Collected data entries:
:::

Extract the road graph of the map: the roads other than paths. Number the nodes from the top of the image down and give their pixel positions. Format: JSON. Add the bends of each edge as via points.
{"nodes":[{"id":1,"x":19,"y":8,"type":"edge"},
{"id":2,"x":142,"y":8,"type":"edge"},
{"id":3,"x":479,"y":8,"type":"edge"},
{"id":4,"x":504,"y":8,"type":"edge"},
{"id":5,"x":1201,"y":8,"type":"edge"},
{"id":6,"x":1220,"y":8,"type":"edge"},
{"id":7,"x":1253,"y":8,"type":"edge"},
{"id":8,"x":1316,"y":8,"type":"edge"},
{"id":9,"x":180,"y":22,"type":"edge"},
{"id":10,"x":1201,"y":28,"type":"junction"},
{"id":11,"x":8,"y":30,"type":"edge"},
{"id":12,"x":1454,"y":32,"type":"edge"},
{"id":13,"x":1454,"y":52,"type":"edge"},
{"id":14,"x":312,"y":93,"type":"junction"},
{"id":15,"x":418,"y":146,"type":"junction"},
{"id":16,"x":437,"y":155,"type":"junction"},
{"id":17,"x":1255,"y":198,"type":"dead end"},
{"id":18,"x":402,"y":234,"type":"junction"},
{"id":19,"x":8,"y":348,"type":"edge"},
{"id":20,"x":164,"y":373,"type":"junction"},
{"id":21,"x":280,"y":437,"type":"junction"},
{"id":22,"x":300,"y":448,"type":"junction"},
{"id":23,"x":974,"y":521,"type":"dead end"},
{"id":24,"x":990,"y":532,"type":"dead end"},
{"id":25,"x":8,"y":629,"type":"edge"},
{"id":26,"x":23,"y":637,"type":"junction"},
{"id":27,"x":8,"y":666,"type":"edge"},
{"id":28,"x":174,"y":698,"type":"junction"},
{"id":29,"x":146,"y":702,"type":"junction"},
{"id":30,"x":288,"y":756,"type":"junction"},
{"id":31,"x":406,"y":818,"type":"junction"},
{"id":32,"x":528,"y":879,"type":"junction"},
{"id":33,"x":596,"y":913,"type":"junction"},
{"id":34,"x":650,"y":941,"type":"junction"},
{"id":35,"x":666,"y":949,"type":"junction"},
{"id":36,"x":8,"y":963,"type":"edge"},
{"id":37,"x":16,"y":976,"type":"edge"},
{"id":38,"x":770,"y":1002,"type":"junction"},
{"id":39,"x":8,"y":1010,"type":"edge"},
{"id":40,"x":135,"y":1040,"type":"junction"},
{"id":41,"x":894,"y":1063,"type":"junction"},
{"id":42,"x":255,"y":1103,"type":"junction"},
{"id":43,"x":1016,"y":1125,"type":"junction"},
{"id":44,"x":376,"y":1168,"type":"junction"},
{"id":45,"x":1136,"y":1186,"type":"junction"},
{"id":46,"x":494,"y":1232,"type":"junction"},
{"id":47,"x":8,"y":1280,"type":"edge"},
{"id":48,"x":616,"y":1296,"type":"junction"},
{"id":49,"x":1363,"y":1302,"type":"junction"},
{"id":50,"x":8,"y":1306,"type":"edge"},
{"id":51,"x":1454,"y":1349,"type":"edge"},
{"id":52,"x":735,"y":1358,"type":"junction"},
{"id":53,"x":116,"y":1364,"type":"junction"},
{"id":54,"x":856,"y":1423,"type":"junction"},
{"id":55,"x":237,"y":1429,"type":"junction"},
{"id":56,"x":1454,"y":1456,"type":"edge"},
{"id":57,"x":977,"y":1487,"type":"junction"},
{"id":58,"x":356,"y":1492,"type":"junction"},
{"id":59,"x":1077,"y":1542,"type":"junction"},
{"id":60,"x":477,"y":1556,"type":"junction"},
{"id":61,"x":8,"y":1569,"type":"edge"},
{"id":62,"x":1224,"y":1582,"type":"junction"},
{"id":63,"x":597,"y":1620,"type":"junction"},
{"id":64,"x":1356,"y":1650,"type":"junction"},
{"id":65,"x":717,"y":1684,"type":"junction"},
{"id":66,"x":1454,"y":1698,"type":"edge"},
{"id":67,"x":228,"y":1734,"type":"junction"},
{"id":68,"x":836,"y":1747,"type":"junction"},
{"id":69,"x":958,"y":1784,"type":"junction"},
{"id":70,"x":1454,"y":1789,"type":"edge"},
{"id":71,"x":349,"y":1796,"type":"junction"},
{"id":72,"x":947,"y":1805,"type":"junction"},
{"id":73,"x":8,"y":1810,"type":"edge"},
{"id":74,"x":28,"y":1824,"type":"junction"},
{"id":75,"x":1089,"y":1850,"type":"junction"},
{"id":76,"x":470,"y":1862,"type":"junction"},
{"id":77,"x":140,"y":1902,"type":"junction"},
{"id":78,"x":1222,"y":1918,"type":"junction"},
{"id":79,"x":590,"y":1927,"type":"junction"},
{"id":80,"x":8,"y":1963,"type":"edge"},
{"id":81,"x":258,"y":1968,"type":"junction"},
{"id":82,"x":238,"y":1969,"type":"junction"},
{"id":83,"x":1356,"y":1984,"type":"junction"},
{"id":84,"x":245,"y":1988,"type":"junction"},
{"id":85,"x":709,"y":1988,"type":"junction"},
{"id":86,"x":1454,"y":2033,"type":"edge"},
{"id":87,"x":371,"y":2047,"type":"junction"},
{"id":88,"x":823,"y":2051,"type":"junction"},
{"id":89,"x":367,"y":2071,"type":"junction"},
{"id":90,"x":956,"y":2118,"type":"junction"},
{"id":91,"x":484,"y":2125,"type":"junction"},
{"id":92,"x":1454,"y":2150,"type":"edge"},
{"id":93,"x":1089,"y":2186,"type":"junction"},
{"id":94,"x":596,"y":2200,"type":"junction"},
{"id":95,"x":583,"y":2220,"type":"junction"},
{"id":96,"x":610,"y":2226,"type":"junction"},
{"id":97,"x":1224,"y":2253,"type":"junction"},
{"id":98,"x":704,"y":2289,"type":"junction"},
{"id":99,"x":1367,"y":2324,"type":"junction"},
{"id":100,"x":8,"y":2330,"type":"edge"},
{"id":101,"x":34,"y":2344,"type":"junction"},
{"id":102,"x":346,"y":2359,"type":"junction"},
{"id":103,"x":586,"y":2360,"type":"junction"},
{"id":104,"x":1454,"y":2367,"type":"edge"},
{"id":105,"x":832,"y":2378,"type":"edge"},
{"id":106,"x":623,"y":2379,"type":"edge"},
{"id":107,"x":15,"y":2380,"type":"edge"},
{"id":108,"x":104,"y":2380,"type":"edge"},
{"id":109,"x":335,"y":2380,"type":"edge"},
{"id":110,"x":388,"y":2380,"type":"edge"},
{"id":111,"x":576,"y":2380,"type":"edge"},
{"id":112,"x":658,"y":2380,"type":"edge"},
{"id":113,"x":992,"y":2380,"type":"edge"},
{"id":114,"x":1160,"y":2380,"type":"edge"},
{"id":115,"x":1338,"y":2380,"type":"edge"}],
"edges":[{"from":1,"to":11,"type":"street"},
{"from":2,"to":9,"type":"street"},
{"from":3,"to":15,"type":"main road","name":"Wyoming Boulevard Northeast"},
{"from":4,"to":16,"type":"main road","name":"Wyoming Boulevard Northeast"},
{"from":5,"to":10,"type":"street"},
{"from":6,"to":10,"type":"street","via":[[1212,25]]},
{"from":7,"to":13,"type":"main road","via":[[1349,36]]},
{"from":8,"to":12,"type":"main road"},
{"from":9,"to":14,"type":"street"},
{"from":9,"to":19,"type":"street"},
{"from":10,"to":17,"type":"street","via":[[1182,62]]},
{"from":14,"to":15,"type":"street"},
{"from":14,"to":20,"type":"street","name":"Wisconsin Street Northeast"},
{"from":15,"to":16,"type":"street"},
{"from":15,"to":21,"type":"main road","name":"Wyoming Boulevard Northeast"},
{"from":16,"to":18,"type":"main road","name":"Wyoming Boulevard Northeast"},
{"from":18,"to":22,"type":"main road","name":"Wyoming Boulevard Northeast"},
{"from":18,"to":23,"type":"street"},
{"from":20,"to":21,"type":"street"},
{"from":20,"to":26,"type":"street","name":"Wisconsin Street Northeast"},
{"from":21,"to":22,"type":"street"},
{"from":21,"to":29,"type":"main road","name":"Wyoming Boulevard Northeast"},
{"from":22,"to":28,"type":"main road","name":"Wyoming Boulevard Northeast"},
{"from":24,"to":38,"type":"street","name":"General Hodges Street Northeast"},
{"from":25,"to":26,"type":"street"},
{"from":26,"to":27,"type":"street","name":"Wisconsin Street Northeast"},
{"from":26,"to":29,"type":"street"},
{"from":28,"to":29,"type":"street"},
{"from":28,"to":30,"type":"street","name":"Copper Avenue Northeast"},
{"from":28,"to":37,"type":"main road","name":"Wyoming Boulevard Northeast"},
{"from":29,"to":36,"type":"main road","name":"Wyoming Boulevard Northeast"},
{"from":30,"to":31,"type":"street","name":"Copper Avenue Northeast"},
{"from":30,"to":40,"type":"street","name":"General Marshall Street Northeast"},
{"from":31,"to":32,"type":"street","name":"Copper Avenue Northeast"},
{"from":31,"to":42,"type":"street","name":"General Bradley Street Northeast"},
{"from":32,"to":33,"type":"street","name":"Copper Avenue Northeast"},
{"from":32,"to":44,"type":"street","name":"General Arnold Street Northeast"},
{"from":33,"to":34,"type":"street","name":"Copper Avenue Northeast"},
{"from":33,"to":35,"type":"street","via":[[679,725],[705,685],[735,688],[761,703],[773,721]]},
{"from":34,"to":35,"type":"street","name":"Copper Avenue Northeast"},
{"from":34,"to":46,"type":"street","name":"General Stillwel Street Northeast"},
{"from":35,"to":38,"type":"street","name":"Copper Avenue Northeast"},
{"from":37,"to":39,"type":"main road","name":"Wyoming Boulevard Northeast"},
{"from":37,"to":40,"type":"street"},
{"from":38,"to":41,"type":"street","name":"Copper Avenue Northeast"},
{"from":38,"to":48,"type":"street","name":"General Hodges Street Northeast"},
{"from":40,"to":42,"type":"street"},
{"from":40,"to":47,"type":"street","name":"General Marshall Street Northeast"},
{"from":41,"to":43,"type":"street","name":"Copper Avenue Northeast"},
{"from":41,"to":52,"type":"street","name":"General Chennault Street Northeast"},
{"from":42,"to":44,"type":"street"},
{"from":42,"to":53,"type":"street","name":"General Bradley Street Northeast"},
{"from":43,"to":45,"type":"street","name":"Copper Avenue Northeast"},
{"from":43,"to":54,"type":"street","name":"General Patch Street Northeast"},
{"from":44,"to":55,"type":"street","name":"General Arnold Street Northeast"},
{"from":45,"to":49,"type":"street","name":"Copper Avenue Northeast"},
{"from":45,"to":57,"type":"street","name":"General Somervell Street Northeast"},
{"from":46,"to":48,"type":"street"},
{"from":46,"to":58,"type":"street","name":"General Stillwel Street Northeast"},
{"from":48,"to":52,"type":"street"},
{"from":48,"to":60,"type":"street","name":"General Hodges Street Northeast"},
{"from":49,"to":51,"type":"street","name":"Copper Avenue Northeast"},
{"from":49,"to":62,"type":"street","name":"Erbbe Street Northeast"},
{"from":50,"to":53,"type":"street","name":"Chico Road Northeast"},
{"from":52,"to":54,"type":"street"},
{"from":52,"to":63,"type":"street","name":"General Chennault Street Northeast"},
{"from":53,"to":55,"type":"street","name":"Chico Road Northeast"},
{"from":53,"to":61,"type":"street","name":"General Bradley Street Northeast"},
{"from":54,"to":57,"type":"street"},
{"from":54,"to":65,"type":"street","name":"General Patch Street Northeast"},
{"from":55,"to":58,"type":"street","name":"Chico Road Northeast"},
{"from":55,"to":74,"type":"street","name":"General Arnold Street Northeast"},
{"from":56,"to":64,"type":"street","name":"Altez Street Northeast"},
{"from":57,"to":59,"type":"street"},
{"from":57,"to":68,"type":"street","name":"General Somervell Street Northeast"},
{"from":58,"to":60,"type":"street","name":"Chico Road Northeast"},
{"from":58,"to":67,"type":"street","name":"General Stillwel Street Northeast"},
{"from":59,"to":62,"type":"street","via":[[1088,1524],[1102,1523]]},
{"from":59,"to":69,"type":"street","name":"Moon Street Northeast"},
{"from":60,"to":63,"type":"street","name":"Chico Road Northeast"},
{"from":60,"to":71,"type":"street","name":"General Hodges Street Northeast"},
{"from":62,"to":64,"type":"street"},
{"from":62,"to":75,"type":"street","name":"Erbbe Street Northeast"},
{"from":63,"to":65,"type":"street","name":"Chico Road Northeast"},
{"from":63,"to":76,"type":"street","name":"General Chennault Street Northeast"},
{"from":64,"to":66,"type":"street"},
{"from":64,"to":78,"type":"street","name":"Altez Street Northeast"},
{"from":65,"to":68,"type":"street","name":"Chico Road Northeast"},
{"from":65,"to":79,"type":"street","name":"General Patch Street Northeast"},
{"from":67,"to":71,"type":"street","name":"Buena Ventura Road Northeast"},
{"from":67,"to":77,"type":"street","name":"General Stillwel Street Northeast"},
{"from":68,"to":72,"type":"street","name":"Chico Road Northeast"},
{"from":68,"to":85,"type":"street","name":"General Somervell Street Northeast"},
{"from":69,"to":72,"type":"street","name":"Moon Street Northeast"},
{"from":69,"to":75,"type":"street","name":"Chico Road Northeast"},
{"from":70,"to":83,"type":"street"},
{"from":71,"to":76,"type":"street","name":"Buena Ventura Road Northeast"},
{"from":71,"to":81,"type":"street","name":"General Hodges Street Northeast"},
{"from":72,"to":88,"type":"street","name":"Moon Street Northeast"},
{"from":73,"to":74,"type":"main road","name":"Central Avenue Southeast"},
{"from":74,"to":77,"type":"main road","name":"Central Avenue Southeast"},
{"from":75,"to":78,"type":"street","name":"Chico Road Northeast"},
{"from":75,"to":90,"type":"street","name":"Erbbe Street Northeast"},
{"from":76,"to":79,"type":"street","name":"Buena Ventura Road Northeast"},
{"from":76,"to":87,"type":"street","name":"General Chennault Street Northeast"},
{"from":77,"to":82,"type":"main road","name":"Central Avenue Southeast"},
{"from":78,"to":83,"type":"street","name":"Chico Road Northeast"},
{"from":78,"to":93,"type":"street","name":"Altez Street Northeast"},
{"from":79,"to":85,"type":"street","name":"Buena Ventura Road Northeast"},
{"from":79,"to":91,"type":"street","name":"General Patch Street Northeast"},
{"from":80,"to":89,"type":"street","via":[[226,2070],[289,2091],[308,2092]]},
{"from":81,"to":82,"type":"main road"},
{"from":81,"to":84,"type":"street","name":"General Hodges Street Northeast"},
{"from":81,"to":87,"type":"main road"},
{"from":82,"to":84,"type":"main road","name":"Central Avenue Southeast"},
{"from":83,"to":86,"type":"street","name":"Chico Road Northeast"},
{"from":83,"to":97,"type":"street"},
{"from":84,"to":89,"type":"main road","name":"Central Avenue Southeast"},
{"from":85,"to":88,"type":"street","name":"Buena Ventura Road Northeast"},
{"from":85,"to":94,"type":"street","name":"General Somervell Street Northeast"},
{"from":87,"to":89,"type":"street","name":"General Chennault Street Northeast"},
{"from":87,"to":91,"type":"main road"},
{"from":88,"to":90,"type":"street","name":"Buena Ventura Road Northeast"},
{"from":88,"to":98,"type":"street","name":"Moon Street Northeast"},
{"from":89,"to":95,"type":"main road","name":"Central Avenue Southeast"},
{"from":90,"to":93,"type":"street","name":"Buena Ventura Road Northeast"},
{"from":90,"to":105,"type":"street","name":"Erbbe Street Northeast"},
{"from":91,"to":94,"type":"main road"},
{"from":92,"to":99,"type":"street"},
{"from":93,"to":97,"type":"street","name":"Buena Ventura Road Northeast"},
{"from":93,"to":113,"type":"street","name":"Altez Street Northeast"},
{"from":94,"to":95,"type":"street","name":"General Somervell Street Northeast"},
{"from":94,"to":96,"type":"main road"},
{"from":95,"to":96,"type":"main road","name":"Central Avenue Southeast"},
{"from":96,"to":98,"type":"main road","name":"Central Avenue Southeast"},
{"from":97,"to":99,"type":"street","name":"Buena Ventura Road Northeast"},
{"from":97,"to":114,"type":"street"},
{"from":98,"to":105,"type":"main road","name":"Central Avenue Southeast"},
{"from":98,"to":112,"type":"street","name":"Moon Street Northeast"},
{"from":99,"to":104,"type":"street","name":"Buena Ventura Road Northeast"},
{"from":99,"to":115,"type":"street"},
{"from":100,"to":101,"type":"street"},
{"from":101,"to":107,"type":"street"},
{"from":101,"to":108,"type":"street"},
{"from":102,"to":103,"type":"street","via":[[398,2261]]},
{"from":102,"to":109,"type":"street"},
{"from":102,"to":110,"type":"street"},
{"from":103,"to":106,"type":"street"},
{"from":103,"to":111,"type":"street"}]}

:::

Gather from the records above every line containing the string "Erbbe".

--- REPLY TO THE TASK ---
{"from":49,"to":62,"type":"street","name":"Erbbe Street Northeast"},
{"from":62,"to":75,"type":"street","name":"Erbbe Street Northeast"},
{"from":75,"to":90,"type":"street","name":"Erbbe Street Northeast"},
{"from":90,"to":105,"type":"street","name":"Erbbe Street Northeast"},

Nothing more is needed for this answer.